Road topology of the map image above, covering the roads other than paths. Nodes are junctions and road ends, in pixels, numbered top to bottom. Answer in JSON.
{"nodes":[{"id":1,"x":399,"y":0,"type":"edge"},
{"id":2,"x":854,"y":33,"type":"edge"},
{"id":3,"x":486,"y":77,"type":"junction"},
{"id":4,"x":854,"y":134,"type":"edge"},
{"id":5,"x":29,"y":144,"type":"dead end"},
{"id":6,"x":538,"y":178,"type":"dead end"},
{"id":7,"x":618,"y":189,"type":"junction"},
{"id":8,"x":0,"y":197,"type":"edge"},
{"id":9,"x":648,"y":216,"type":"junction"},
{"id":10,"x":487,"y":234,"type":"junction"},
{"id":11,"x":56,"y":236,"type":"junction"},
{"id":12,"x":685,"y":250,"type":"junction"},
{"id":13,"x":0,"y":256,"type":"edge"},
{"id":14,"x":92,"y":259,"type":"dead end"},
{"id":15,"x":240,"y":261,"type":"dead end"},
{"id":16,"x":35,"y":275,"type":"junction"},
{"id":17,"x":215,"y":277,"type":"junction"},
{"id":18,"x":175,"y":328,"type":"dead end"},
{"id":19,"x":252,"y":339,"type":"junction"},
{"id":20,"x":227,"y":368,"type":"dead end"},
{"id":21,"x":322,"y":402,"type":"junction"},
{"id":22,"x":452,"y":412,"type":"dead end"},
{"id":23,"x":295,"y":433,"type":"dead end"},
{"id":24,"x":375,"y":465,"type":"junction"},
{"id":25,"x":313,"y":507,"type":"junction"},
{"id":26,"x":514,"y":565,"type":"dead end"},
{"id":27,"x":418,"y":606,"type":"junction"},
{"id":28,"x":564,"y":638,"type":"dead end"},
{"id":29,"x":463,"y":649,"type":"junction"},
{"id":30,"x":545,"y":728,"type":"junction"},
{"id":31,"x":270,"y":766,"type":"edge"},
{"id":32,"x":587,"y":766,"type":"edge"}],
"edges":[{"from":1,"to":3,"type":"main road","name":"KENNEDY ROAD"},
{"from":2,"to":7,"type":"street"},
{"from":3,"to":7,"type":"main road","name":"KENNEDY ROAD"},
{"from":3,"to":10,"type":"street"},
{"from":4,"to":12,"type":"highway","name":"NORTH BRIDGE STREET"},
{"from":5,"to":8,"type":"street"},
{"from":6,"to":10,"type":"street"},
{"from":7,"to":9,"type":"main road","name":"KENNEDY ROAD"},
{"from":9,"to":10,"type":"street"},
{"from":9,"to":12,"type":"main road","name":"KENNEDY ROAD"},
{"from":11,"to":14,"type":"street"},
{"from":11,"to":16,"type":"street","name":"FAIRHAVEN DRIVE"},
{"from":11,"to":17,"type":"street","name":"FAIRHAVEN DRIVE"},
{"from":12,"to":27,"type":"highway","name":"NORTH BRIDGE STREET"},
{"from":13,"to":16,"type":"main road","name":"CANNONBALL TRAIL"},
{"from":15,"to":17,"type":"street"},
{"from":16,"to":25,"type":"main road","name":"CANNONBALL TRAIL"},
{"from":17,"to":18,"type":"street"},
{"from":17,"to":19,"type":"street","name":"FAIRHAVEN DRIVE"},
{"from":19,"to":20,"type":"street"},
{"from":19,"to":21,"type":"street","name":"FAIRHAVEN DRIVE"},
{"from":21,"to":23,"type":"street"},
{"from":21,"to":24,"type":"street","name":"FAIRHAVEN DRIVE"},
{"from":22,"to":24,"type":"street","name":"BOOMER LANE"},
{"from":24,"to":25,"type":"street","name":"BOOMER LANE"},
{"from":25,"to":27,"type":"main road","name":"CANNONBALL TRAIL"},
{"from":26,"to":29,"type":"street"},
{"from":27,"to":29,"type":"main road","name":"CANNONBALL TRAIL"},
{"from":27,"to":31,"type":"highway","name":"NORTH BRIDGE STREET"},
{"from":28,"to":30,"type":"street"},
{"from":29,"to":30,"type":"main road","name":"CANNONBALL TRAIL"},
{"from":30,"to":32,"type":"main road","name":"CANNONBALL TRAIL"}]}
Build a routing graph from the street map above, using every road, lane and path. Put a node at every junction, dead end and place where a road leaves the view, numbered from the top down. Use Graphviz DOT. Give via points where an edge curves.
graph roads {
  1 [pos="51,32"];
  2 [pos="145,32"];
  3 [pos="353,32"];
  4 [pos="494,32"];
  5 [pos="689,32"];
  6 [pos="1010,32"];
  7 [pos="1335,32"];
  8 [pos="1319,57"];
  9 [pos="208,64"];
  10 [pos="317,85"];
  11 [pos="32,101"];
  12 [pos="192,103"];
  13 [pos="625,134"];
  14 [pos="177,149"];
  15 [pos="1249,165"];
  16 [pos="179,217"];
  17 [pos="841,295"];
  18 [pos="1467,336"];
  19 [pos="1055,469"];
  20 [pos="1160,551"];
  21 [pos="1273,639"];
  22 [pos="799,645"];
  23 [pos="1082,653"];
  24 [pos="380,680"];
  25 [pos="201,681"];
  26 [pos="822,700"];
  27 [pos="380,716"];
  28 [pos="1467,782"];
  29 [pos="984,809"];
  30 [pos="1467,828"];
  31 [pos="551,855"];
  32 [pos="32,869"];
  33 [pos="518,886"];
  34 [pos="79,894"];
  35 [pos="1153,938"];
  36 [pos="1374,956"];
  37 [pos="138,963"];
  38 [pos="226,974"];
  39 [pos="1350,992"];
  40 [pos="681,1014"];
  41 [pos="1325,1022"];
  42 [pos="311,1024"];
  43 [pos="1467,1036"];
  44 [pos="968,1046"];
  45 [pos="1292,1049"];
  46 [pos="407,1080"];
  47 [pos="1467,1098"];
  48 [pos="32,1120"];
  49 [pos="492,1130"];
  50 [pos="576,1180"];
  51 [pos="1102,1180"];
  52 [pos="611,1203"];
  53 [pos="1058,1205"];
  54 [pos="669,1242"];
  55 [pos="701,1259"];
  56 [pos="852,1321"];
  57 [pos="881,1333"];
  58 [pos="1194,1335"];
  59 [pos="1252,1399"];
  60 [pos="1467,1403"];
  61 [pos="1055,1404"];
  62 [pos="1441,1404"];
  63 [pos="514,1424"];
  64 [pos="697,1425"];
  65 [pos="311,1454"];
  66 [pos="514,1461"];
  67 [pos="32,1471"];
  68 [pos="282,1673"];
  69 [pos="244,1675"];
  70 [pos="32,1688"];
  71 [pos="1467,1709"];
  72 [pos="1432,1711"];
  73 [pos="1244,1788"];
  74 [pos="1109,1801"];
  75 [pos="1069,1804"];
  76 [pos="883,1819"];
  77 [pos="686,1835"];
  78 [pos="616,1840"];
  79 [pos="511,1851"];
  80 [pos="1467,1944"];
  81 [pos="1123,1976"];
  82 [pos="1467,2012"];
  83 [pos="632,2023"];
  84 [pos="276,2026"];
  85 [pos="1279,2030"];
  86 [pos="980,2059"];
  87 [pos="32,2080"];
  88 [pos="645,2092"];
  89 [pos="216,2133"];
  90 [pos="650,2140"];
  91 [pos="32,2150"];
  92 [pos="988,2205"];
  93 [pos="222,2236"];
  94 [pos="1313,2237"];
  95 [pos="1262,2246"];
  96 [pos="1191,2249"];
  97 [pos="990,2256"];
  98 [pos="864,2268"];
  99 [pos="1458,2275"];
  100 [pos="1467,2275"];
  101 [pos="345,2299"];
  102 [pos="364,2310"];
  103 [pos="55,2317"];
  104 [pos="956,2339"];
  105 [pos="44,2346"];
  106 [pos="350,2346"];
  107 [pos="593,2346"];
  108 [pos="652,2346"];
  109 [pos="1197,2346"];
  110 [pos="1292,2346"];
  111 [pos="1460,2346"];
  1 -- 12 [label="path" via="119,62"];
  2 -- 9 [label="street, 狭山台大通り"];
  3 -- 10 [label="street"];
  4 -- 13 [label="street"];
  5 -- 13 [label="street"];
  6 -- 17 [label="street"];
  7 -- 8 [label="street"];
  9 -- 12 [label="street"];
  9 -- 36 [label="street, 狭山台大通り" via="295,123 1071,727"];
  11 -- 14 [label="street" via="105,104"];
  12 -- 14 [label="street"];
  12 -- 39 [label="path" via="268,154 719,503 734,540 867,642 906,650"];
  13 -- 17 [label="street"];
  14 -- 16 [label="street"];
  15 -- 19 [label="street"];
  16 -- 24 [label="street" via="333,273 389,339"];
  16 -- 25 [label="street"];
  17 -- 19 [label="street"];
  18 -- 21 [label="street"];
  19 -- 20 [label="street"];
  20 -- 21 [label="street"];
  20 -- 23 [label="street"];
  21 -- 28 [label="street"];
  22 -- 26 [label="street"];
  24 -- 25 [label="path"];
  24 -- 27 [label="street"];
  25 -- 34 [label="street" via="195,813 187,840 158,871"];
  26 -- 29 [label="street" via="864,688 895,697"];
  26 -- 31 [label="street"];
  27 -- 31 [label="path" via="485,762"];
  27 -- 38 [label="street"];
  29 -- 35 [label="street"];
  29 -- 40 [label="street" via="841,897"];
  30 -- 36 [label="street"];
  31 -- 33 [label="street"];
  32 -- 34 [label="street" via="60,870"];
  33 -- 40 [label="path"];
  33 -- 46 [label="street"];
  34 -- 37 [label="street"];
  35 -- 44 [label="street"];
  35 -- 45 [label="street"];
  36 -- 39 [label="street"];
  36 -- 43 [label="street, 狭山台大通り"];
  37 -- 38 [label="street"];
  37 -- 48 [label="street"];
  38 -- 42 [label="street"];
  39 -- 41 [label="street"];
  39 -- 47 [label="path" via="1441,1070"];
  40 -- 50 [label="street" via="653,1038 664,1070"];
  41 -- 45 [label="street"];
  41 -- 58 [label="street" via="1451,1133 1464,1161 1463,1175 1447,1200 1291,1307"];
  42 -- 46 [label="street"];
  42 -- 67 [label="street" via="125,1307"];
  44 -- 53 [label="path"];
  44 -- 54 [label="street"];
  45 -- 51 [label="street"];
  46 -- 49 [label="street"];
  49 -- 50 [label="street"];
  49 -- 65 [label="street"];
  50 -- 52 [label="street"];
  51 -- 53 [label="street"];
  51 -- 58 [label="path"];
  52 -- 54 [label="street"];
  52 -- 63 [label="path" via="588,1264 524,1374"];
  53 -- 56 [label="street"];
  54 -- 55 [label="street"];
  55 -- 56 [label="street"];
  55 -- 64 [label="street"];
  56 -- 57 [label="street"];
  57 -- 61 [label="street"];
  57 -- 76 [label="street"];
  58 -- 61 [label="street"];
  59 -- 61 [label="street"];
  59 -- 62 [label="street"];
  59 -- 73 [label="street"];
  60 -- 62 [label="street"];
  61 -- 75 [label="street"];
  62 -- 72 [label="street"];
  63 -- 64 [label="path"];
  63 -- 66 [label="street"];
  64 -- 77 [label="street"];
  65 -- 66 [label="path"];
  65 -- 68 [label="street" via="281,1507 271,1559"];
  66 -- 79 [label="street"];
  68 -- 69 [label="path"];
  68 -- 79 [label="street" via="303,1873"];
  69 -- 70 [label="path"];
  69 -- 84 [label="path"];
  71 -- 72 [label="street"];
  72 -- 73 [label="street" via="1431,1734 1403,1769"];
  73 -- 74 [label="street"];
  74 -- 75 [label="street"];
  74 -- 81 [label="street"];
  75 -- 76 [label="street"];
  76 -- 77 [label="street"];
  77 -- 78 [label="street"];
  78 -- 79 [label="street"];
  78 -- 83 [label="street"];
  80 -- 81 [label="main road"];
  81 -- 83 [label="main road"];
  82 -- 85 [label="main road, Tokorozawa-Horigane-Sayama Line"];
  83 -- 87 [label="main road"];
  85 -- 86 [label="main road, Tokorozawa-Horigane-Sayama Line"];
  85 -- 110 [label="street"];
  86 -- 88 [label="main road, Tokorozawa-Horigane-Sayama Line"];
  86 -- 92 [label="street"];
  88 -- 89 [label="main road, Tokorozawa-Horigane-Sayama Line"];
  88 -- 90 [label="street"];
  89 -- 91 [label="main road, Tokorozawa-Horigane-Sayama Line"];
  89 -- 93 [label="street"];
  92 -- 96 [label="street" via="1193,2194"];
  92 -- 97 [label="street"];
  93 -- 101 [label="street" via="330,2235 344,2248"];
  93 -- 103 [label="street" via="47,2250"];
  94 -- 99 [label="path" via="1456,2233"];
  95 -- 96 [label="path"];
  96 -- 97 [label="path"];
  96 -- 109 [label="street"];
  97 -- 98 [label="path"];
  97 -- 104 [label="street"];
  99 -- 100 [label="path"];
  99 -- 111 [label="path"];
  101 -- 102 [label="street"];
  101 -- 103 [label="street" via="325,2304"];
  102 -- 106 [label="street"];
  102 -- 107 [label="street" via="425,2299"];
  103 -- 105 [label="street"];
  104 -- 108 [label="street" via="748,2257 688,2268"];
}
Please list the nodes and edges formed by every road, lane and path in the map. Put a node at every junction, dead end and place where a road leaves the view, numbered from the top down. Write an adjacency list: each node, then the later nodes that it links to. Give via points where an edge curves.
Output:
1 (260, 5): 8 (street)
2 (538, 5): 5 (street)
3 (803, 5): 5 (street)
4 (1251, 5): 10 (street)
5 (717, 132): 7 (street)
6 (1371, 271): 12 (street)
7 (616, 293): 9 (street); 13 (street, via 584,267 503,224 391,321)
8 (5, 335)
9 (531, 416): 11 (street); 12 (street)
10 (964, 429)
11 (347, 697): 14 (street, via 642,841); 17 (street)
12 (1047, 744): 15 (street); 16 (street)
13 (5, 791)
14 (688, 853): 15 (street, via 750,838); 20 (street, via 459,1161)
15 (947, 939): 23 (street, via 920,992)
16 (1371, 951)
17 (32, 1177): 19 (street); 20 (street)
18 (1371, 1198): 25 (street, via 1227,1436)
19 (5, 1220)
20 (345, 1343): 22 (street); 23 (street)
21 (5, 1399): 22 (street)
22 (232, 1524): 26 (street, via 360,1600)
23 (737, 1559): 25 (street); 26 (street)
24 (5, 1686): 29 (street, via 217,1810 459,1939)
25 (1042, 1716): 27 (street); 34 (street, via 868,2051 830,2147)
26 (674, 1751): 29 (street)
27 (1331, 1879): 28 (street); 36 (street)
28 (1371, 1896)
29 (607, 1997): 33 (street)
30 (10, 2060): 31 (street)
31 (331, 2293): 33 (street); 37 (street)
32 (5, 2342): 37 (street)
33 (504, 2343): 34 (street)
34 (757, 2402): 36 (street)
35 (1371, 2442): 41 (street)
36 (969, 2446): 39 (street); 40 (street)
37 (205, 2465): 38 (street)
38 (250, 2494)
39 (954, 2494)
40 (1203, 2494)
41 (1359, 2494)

+ + + +

> _Task requirements_
From the entries above, extract each line containing "Tokorozawa".

> _Task answer_
  82 -- 85 [label="main road, Tokorozawa-Horigane-Sayama Line"];
  85 -- 86 [label="main road, Tokorozawa-Horigane-Sayama Line"];
  86 -- 88 [label="main road, Tokorozawa-Horigane-Sayama Line"];
  88 -- 89 [label="main road, Tokorozawa-Horigane-Sayama Line"];
  89 -- 91 [label="main road, Tokorozawa-Horigane-Sayama Line"];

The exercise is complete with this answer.